__Source material__:
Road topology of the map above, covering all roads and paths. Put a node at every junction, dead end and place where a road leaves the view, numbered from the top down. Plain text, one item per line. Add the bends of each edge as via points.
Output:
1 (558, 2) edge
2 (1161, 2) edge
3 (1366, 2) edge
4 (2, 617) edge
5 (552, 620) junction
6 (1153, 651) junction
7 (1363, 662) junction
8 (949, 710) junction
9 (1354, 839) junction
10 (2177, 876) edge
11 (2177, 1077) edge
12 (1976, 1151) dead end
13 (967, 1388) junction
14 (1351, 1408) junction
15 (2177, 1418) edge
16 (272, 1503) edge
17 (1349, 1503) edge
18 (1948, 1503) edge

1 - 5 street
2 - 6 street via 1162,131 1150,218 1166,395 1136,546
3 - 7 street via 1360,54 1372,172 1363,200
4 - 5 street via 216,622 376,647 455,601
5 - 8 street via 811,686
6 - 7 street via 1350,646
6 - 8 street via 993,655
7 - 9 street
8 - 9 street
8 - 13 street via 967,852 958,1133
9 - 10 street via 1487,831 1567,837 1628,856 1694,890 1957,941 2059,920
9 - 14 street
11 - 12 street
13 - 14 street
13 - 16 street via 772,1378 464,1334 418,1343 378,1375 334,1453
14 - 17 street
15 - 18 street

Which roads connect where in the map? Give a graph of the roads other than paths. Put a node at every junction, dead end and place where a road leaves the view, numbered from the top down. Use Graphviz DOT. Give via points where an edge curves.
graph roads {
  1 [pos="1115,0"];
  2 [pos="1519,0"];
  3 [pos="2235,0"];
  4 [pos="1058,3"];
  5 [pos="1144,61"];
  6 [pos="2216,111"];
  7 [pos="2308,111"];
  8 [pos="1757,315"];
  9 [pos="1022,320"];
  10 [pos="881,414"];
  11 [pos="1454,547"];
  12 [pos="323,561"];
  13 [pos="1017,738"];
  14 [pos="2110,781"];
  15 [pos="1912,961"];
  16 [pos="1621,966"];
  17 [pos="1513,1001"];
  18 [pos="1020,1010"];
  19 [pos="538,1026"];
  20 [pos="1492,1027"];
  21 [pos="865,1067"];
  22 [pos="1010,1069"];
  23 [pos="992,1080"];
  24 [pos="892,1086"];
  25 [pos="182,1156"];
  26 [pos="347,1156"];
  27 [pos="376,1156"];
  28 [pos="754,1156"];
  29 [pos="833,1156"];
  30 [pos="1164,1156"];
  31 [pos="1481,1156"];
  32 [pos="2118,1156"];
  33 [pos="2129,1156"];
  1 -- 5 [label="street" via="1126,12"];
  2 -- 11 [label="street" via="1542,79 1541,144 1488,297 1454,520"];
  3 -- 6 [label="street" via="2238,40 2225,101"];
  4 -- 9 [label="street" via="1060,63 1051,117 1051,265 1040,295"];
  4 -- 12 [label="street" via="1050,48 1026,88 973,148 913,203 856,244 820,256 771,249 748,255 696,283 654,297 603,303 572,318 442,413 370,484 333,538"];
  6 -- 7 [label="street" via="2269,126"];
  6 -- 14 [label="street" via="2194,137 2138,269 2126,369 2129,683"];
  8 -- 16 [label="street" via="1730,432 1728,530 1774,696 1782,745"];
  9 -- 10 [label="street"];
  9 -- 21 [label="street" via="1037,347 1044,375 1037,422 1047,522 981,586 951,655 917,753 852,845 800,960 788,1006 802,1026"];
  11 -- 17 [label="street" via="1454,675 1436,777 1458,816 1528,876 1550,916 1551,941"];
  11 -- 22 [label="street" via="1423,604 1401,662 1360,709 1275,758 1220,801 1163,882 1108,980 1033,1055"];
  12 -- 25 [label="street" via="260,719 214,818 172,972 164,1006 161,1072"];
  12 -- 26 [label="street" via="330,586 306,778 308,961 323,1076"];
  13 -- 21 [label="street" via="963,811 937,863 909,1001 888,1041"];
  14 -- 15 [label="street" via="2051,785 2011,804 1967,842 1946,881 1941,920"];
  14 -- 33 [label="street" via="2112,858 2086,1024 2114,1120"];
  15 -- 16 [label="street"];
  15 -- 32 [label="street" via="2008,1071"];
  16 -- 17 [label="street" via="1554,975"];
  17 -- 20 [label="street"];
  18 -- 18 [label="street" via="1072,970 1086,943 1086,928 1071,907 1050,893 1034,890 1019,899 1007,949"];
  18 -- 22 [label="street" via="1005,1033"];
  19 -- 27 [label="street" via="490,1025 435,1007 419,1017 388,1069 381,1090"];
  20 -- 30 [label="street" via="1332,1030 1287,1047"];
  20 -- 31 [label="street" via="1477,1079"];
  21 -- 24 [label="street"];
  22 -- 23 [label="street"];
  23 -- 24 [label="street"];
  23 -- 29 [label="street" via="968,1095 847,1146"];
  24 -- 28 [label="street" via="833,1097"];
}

__What is needed__: Transcribe every record above exactly as it appears.

__Output of the exercise__:
Road topology of the map above, covering all roads and paths. Put a node at every junction, dead end and place where a road leaves the view, numbered from the top down. Plain text, one item per line. Add the bends of each edge as via points.
Output:
1 (558, 2) edge
2 (1161, 2) edge
3 (1366, 2) edge
4 (2, 617) edge
5 (552, 620) junction
6 (1153, 651) junction
7 (1363, 662) junction
8 (949, 710) junction
9 (1354, 839) junction
10 (2177, 876) edge
11 (2177, 1077) edge
12 (1976, 1151) dead end
13 (967, 1388) junction
14 (1351, 1408) junction
15 (2177, 1418) edge
16 (272, 1503) edge
17 (1349, 1503) edge
18 (1948, 1503) edge

1 - 5 street
2 - 6 street via 1162,131 1150,218 1166,395 1136,546
3 - 7 street via 1360,54 1372,172 1363,200
4 - 5 street via 216,622 376,647 455,601
5 - 8 street via 811,686
6 - 7 street via 1350,646
6 - 8 street via 993,655
7 - 9 street
8 - 9 street
8 - 13 street via 967,852 958,1133
9 - 10 street via 1487,831 1567,837 1628,856 1694,890 1957,941 2059,920
9 - 14 street
11 - 12 street
13 - 14 street
13 - 16 street via 772,1378 464,1334 418,1343 378,1375 334,1453
14 - 17 street
15 - 18 street

Which roads connect where in the map? Give a graph of the roads other than paths. Put a node at every junction, dead end and place where a road leaves the view, numbered from the top down. Use Graphviz DOT. Give via points where an edge curves.
graph roads {
  1 [pos="1115,0"];
  2 [pos="1519,0"];
  3 [pos="2235,0"];
  4 [pos="1058,3"];
  5 [pos="1144,61"];
  6 [pos="2216,111"];
  7 [pos="2308,111"];
  8 [pos="1757,315"];
  9 [pos="1022,320"];
  10 [pos="881,414"];
  11 [pos="1454,547"];
  12 [pos="323,561"];
  13 [pos="1017,738"];
  14 [pos="2110,781"];
  15 [pos="1912,961"];
  16 [pos="1621,966"];
  17 [pos="1513,1001"];
  18 [pos="1020,1010"];
  19 [pos="538,1026"];
  20 [pos="1492,1027"];
  21 [pos="865,1067"];
  22 [pos="1010,1069"];
  23 [pos="992,1080"];
  24 [pos="892,1086"];
  25 [pos="182,1156"];
  26 [pos="347,1156"];
  27 [pos="376,1156"];
  28 [pos="754,1156"];
  29 [pos="833,1156"];
  30 [pos="1164,1156"];
  31 [pos="1481,1156"];
  32 [pos="2118,1156"];
  33 [pos="2129,1156"];
  1 -- 5 [label="street" via="1126,12"];
  2 -- 11 [label="street" via="1542,79 1541,144 1488,297 1454,520"];
  3 -- 6 [label="street" via="2238,40 2225,101"];
  4 -- 9 [label="street" via="1060,63 1051,117 1051,265 1040,295"];
  4 -- 12 [label="street" via="1050,48 1026,88 973,148 913,203 856,244 820,256 771,249 748,255 696,283 654,297 603,303 572,318 442,413 370,484 333,538"];
  6 -- 7 [label="street" via="2269,126"];
  6 -- 14 [label="street" via="2194,137 2138,269 2126,369 2129,683"];
  8 -- 16 [label="street" via="1730,432 1728,530 1774,696 1782,745"];
  9 -- 10 [label="street"];
  9 -- 21 [label="street" via="1037,347 1044,375 1037,422 1047,522 981,586 951,655 917,753 852,845 800,960 788,1006 802,1026"];
  11 -- 17 [label="street" via="1454,675 1436,777 1458,816 1528,876 1550,916 1551,941"];
  11 -- 22 [label="street" via="1423,604 1401,662 1360,709 1275,758 1220,801 1163,882 1108,980 1033,1055"];
  12 -- 25 [label="street" via="260,719 214,818 172,972 164,1006 161,1072"];
  12 -- 26 [label="street" via="330,586 306,778 308,961 323,1076"];
  13 -- 21 [label="street" via="963,811 937,863 909,1001 888,1041"];
  14 -- 15 [label="street" via="2051,785 2011,804 1967,842 1946,881 1941,920"];
  14 -- 33 [label="street" via="2112,858 2086,1024 2114,1120"];
  15 -- 16 [label="street"];
  15 -- 32 [label="street" via="2008,1071"];
  16 -- 17 [label="street" via="1554,975"];
  17 -- 20 [label="street"];
  18 -- 18 [label="street" via="1072,970 1086,943 1086,928 1071,907 1050,893 1034,890 1019,899 1007,949"];
  18 -- 22 [label="street" via="1005,1033"];
  19 -- 27 [label="street" via="490,1025 435,1007 419,1017 388,1069 381,1090"];
  20 -- 30 [label="street" via="1332,1030 1287,1047"];
  20 -- 31 [label="street" via="1477,1079"];
  21 -- 24 [label="street"];
  22 -- 23 [label="street"];
  23 -- 24 [label="street"];
  23 -- 29 [label="street" via="968,1095 847,1146"];
  24 -- 28 [label="street" via="833,1097"];
}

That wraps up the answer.